The future of the company also features Mike’s son, Matty, who is one of the directors. Meanwhile, his daughter, Melissa, has launched her own business, Key Wellbeing. The employment benefits for MAP employees, includes mental health and physical fitness support, with Key Wellbeing delivering that service.

“We do our best to look after our employees, and that health package is a really important part of it,” says Mike.

It’s an enlightened approach that helps explain why many MAP staff have worked for the business long-term, including directors Mandy Carter and Sarb Singh, who have clocked up more than 20 years’ service.

Indeed, the company firmly believes in growing its own talent. Mike Hare, one of the engineers who worked on those first Comcast cable TV installations, is now a trainer at the academy. Andy Collin is another prime example, having joined as an apprentice electrician 22 years ago, and rising to become general manager.

“The company has a culture of openness and flexibility that I’ve always enjoyed, and I’m just proud to be part of what I think is an incredible success story here on Teesside,” says Andy.

That pride in Teesside, and especially Stockton, also manifests itself through the company’s sponsorship of the town’s Northern League football club.

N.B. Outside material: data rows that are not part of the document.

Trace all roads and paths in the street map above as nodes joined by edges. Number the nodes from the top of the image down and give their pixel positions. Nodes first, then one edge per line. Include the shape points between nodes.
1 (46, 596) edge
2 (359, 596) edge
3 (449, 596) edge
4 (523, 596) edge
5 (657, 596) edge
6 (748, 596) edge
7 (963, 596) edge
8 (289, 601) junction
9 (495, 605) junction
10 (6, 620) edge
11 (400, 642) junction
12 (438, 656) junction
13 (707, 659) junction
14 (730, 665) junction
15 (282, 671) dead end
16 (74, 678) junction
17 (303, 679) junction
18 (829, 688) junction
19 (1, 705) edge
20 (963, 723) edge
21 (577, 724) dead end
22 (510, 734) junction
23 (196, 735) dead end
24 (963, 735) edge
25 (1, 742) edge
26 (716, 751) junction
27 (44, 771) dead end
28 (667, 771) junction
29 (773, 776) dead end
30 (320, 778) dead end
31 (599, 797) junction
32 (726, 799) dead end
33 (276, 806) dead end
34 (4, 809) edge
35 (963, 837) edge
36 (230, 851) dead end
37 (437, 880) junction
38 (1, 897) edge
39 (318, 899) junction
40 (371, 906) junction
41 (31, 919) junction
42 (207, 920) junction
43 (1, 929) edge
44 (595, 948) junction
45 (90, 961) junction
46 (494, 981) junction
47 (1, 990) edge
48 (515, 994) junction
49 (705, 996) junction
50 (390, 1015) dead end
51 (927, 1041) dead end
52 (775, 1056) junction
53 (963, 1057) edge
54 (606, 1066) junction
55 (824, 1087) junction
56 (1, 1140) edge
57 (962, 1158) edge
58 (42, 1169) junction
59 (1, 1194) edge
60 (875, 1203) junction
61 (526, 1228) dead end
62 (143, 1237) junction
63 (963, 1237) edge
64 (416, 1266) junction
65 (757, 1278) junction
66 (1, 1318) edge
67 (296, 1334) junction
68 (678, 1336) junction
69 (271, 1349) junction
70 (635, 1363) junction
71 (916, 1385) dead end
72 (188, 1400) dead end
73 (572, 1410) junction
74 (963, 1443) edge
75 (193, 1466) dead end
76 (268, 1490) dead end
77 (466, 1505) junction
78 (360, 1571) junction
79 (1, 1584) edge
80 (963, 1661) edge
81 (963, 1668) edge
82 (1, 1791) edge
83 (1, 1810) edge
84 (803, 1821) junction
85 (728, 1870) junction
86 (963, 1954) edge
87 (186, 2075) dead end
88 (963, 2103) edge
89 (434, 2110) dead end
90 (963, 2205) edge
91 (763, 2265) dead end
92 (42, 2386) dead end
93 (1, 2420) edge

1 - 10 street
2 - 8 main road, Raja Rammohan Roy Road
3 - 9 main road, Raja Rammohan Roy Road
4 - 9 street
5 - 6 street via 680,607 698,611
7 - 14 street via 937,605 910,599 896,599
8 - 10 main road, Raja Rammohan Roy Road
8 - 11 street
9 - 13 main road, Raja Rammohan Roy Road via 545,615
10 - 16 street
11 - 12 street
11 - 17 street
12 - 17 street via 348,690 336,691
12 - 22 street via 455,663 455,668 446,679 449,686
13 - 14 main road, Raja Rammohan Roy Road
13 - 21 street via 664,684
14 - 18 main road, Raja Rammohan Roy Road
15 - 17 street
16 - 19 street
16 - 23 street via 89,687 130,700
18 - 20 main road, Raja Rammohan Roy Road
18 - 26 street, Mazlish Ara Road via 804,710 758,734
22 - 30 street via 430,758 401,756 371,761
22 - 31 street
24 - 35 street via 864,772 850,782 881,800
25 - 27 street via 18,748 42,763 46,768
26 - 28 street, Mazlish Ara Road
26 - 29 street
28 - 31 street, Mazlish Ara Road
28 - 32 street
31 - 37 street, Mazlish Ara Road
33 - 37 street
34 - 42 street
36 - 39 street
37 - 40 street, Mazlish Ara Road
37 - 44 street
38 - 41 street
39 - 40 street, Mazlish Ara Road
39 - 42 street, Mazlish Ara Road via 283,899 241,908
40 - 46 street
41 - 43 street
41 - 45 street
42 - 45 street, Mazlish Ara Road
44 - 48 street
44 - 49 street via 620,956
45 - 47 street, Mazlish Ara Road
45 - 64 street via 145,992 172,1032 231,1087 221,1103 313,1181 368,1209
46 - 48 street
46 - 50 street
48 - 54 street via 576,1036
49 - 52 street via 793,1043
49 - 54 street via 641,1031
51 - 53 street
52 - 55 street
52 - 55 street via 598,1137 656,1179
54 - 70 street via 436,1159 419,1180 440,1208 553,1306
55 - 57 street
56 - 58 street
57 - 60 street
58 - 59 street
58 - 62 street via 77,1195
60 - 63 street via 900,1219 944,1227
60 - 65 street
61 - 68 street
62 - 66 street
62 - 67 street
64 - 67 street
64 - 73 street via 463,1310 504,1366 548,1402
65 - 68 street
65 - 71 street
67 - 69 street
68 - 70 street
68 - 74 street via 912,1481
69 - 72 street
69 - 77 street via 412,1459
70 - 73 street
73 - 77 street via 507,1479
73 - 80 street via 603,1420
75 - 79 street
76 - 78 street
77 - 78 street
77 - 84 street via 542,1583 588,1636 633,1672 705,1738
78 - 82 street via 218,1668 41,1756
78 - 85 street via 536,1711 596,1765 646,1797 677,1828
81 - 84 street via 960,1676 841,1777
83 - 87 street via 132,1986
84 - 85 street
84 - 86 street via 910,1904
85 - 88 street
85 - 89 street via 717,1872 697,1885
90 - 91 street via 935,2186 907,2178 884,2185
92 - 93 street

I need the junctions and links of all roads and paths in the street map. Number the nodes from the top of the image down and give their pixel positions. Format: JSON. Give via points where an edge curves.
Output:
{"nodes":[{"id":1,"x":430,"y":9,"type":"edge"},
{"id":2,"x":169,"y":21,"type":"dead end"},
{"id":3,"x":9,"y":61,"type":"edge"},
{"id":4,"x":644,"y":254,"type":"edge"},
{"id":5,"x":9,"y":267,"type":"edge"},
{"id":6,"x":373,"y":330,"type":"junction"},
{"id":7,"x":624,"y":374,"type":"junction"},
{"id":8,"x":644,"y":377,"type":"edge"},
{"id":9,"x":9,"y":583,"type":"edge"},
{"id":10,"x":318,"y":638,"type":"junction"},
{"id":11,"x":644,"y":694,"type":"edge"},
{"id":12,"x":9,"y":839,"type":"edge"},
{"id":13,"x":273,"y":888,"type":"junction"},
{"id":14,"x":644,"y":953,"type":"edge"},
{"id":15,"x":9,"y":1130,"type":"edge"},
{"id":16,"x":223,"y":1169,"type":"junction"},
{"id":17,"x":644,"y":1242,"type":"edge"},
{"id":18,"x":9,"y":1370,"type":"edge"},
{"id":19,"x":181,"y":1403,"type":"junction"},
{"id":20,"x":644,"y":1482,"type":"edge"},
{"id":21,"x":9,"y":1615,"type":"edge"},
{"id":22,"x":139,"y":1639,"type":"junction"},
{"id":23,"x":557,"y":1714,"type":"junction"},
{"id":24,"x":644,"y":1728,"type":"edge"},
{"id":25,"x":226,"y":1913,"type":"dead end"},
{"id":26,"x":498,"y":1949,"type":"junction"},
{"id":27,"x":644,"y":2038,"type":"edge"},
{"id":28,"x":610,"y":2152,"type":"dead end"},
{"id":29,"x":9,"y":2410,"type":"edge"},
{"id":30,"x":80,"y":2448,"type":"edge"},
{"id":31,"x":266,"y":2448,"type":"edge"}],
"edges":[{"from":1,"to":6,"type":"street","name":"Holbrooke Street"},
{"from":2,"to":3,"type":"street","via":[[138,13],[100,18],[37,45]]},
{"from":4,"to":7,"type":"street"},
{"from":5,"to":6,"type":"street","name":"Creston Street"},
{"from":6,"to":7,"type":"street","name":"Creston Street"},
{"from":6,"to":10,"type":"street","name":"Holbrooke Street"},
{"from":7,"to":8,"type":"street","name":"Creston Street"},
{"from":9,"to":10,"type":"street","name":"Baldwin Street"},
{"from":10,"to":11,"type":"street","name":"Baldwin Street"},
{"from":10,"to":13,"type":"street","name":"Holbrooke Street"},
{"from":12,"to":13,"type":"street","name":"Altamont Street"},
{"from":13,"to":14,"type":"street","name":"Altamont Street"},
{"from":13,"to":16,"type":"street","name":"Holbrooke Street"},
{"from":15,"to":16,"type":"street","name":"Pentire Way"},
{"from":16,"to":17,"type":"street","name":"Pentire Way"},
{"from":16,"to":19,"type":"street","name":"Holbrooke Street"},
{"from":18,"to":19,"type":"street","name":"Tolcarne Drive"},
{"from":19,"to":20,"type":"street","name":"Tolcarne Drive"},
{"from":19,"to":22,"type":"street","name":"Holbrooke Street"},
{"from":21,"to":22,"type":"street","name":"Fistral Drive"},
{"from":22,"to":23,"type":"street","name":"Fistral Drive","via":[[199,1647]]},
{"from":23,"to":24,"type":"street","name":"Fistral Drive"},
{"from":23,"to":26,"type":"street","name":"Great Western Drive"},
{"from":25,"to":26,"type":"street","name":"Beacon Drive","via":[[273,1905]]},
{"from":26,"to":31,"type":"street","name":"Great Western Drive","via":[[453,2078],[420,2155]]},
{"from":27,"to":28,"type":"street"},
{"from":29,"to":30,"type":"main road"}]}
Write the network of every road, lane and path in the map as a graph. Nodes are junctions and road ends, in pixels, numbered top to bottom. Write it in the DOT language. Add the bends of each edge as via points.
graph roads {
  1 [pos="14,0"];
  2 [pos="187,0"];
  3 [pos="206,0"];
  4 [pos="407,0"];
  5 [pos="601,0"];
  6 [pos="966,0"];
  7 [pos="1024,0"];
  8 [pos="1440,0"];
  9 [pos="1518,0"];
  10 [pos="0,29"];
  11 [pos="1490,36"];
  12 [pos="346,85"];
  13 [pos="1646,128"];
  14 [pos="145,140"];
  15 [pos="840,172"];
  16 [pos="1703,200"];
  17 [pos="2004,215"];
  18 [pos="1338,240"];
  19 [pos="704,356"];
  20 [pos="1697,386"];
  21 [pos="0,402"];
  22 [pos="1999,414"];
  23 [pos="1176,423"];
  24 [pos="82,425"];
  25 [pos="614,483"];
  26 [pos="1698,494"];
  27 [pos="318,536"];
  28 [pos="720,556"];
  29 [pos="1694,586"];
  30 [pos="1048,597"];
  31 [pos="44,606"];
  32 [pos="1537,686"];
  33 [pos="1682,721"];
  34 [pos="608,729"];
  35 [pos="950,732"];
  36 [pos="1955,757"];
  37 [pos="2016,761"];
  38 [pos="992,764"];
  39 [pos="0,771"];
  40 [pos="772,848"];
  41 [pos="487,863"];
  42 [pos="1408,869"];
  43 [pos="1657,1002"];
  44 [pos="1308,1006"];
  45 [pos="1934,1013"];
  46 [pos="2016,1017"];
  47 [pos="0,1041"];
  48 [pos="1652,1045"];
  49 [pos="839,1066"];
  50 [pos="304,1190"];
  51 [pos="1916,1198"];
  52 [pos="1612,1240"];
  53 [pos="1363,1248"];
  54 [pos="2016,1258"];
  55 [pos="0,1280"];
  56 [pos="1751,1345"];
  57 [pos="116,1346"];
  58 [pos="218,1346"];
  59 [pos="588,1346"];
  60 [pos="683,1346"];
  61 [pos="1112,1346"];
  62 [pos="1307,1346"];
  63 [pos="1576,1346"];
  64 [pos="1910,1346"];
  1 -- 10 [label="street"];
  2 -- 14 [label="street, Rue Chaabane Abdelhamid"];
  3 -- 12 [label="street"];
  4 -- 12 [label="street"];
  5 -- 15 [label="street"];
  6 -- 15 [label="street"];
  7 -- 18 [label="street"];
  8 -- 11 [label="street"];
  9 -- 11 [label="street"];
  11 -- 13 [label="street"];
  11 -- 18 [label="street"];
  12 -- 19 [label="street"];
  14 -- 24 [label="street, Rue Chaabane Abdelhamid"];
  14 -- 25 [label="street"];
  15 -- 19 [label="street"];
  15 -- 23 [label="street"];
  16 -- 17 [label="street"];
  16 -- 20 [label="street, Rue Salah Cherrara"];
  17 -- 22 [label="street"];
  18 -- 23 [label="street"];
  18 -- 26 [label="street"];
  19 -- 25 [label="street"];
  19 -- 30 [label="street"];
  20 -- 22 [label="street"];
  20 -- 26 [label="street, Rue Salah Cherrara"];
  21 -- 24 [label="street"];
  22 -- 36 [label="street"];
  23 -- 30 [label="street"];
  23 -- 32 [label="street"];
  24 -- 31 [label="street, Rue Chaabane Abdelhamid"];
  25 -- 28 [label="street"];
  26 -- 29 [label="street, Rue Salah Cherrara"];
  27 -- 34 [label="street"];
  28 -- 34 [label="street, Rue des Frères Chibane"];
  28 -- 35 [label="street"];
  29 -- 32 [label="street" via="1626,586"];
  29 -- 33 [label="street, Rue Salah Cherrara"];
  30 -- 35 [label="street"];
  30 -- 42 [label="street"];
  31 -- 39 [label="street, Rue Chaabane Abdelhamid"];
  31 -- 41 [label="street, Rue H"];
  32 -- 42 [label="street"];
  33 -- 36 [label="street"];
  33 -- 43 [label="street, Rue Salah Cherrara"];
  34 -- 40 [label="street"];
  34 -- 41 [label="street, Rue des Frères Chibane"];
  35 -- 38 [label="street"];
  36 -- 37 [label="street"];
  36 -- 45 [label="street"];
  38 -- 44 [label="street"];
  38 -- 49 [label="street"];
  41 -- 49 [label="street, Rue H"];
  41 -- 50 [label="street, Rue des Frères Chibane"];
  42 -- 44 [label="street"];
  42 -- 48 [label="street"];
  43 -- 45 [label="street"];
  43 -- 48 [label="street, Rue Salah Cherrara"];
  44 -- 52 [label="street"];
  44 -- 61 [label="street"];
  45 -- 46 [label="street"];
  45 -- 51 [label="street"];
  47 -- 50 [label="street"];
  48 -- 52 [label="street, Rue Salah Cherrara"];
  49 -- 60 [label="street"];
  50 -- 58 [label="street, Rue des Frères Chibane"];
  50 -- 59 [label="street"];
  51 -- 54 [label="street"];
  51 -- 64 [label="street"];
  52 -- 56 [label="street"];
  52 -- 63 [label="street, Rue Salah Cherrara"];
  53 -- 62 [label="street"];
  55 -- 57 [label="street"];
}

Businessiq: Stockton Town FC shirts bear the MAP Group nameStockton Town FC shirts bear the MAP Group name

“I was invited to a match three years ago and it was a cracking game but, more than that, I really enjoyed the atmosphere, and recognised goodness knows how many people. I said there and then that I wanted to get involved,” says Mike.

The result is that the company’s logo features on the players’ shirts and the ground is now known as The MAP Stadium.

Despite having achieved so many goals in life, Mike remains genuinely and refreshingly modest.

“Yes, I’m proud of it all, but I’ve never considered it to be anything particularly special,” he insists. “I just deal with people, try to treat them right, keep it simple so everyone understands what we’re trying to do, and things seem to come together.”

From selling a few ice creams on Stockton’s Hardwick Estate as a boy, to serving hundreds and thousands of customers nationwide…putting Teesside on the MAP has come naturally.